Legends of the surf

Sally Fitzgibbons giving a peak performance at 2012’s Rip Curl Pro.

Home of the world’s longest-running surf competition, Torquay’s Bells Beach holds a special charm in the minds of professional surfers worldwide. Ringing the prestigious bell at Easter’s Rip Curl Pro remains a paramount career goal for many of the sport’s best athletes. Michelle Herbison laps up the growing excitement in the lead-up to this year’s competition by speaking to a few pros.

Surfer Sally Fitzgibbons still gets goose-bumps when she remembers the first of her two back-to-back wins at Torquay’s Rip Curl Pro.

After a string of second places, beating Hawaiian Carissa Moore in 2011 to ring the prestigious bell gave the determined athlete that “most unbelievable feeling” she had been striving for her entire surfing career.

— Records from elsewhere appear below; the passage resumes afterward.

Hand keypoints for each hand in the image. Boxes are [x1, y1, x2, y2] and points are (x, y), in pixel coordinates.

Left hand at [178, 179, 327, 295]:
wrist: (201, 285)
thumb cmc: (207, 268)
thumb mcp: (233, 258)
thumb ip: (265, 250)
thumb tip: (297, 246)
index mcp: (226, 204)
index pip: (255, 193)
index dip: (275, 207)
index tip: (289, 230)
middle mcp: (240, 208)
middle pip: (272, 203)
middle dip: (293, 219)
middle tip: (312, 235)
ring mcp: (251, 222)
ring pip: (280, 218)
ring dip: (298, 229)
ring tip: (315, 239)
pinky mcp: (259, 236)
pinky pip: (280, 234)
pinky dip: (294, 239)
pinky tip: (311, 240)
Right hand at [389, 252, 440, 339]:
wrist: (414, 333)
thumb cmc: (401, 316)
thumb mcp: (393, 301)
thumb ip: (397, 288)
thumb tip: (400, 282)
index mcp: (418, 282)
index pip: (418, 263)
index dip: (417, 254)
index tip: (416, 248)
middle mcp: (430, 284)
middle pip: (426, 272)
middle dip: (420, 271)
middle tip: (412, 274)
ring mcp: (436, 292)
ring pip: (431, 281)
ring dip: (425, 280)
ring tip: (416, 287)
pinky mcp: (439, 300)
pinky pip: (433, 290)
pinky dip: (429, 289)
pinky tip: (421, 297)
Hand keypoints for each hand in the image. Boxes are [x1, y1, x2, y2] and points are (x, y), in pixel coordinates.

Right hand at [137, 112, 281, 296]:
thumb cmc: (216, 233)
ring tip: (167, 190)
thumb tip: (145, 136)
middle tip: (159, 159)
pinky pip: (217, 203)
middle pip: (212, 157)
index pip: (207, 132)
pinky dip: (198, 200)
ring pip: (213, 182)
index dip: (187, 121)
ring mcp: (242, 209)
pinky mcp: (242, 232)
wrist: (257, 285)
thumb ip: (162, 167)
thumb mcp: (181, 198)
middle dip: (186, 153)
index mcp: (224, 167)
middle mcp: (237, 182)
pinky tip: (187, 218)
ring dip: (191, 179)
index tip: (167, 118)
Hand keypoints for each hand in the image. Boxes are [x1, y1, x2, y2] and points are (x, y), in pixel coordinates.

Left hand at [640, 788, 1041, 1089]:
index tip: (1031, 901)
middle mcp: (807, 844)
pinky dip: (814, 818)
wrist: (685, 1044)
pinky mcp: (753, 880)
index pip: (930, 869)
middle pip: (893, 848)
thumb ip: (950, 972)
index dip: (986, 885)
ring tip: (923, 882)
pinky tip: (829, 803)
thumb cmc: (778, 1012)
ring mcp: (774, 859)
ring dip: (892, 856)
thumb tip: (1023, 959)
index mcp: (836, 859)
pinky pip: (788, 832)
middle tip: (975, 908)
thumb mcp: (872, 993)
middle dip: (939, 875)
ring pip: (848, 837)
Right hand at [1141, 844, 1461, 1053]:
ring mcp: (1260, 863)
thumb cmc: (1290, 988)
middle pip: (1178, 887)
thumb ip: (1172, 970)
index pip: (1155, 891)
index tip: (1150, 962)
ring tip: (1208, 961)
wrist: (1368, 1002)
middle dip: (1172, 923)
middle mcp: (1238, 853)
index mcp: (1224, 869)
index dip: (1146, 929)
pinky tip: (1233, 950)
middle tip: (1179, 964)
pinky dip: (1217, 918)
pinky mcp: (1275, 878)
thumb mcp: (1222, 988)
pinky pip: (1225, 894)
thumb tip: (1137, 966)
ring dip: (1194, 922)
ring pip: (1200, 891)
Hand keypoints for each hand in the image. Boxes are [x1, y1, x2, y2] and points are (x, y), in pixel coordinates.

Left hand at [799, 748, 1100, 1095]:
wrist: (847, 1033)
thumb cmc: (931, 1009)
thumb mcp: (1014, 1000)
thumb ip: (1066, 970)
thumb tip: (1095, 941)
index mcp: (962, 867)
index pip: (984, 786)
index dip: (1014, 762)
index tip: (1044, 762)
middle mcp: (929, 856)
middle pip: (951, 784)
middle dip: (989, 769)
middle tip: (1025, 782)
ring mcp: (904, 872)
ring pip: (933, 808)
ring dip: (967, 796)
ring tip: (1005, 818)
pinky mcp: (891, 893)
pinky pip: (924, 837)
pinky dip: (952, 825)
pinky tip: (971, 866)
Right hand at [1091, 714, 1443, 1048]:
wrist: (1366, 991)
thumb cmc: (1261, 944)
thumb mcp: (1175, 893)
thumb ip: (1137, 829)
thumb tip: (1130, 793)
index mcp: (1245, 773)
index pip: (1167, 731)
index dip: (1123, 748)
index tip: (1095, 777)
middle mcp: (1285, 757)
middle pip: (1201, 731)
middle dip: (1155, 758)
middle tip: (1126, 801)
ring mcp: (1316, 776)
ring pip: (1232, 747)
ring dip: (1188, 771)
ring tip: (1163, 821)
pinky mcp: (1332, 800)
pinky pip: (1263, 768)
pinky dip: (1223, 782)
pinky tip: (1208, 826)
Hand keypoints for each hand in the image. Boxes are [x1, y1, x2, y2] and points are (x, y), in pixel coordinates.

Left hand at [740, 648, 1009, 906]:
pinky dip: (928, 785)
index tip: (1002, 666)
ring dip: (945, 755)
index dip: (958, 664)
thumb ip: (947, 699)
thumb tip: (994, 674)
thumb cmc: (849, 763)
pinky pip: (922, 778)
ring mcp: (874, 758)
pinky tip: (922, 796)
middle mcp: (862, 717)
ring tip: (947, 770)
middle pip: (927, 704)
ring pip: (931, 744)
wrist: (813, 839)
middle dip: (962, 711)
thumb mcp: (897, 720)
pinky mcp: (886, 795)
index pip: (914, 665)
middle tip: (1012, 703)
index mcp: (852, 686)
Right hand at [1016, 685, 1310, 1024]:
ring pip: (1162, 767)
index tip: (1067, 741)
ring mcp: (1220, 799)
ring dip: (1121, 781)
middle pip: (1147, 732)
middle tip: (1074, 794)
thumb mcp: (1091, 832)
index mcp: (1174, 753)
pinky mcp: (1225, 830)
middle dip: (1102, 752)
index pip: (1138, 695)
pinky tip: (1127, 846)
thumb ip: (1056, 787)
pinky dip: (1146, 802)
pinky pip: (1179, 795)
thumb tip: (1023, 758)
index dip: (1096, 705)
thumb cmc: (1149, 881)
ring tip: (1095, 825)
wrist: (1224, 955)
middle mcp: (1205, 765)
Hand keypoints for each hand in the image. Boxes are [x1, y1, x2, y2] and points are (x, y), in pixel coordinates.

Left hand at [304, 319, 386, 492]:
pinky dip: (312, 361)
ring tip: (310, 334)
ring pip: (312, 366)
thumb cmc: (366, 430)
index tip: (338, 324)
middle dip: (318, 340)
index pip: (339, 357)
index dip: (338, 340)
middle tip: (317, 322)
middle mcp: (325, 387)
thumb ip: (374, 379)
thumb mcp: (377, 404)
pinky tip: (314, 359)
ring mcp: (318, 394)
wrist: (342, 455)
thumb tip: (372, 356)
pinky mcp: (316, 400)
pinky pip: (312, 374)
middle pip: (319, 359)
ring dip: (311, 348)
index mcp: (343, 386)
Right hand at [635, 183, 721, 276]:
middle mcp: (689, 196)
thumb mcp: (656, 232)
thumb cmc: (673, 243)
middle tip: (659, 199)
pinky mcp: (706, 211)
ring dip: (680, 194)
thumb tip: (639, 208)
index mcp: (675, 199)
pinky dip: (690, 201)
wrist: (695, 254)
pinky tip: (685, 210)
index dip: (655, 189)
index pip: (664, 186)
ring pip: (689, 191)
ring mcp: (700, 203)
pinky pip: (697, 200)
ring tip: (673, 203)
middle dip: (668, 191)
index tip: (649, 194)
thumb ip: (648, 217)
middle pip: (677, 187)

Hailed the “Holy Grail” of surfing by champions of the sport worldwide, the iconic Rip Curl Pro retains the record as the world’s longest-running surfing competition as it prepares for its 52nd event this year.

Torquay became “Victoria’s surfing Mecca” after local surfers Vic Tantau and Peter Troy organised the first “Bells Beach Rally” in 1962.

The Rip Curl Pro turned professional in 1973 and ever since, Bells Beach has hosted the world’s greatest surfers and myriad fans to witness some of the sport’s most memorable moments.